↓
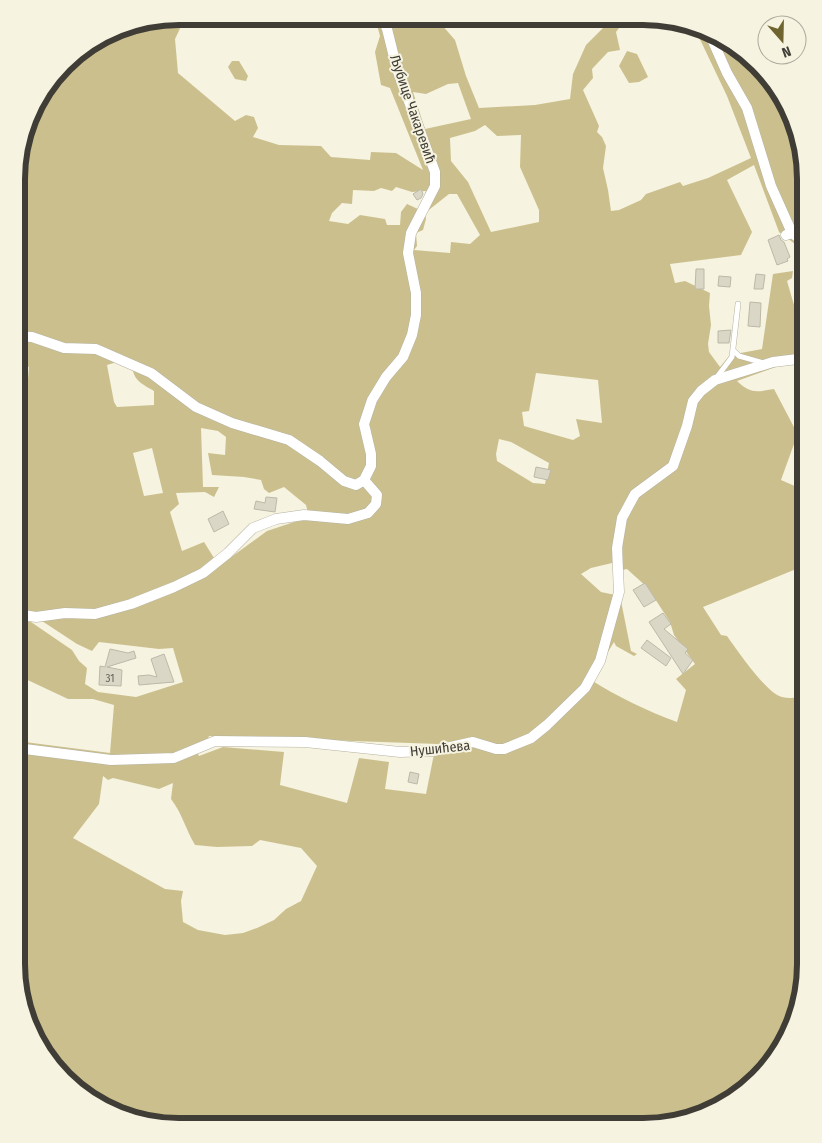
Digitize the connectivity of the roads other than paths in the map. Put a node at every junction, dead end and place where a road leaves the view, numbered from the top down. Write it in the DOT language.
graph roads {
  1 [pos="385,25"];
  2 [pos="713,42"];
  3 [pos="797,238"];
  4 [pos="738,304"];
  5 [pos="25,337"];
  6 [pos="733,350"];
  7 [pos="797,359"];
  8 [pos="767,363"];
  9 [pos="715,380"];
  10 [pos="364,480"];
  11 [pos="25,615"];
  12 [pos="25,749"];
  1 -- 10 [label="street, Љубице Чакаревић"];
  2 -- 3 [label="street"];
  4 -- 6 [label="lane, Нушићева"];
  5 -- 10 [label="street"];
  6 -- 8 [label="lane, Нушићева"];
  6 -- 9 [label="lane, Нушићева"];
  7 -- 8 [label="street, Нушићева"];
  8 -- 9 [label="street, Нушићева"];
  9 -- 12 [label="street, Нушићева"];
  10 -- 11 [label="street"];
}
↑
_Task statement_.
Give back every entry in full, exactly as written, with no picture included.

_Finished task_.
Digitize the connectivity of the roads other than paths in the map. Put a node at every junction, dead end and place where a road leaves the view, numbered from the top down. Write it in the DOT language.
graph roads {
  1 [pos="385,25"];
  2 [pos="713,42"];
  3 [pos="797,238"];
  4 [pos="738,304"];
  5 [pos="25,337"];
  6 [pos="733,350"];
  7 [pos="797,359"];
  8 [pos="767,363"];
  9 [pos="715,380"];
  10 [pos="364,480"];
  11 [pos="25,615"];
  12 [pos="25,749"];
  1 -- 10 [label="street, Љубице Чакаревић"];
  2 -- 3 [label="street"];
  4 -- 6 [label="lane, Нушићева"];
  5 -- 10 [label="street"];
  6 -- 8 [label="lane, Нушићева"];
  6 -- 9 [label="lane, Нушићева"];
  7 -- 8 [label="street, Нушићева"];
  8 -- 9 [label="street, Нушићева"];
  9 -- 12 [label="street, Нушићева"];
  10 -- 11 [label="street"];
}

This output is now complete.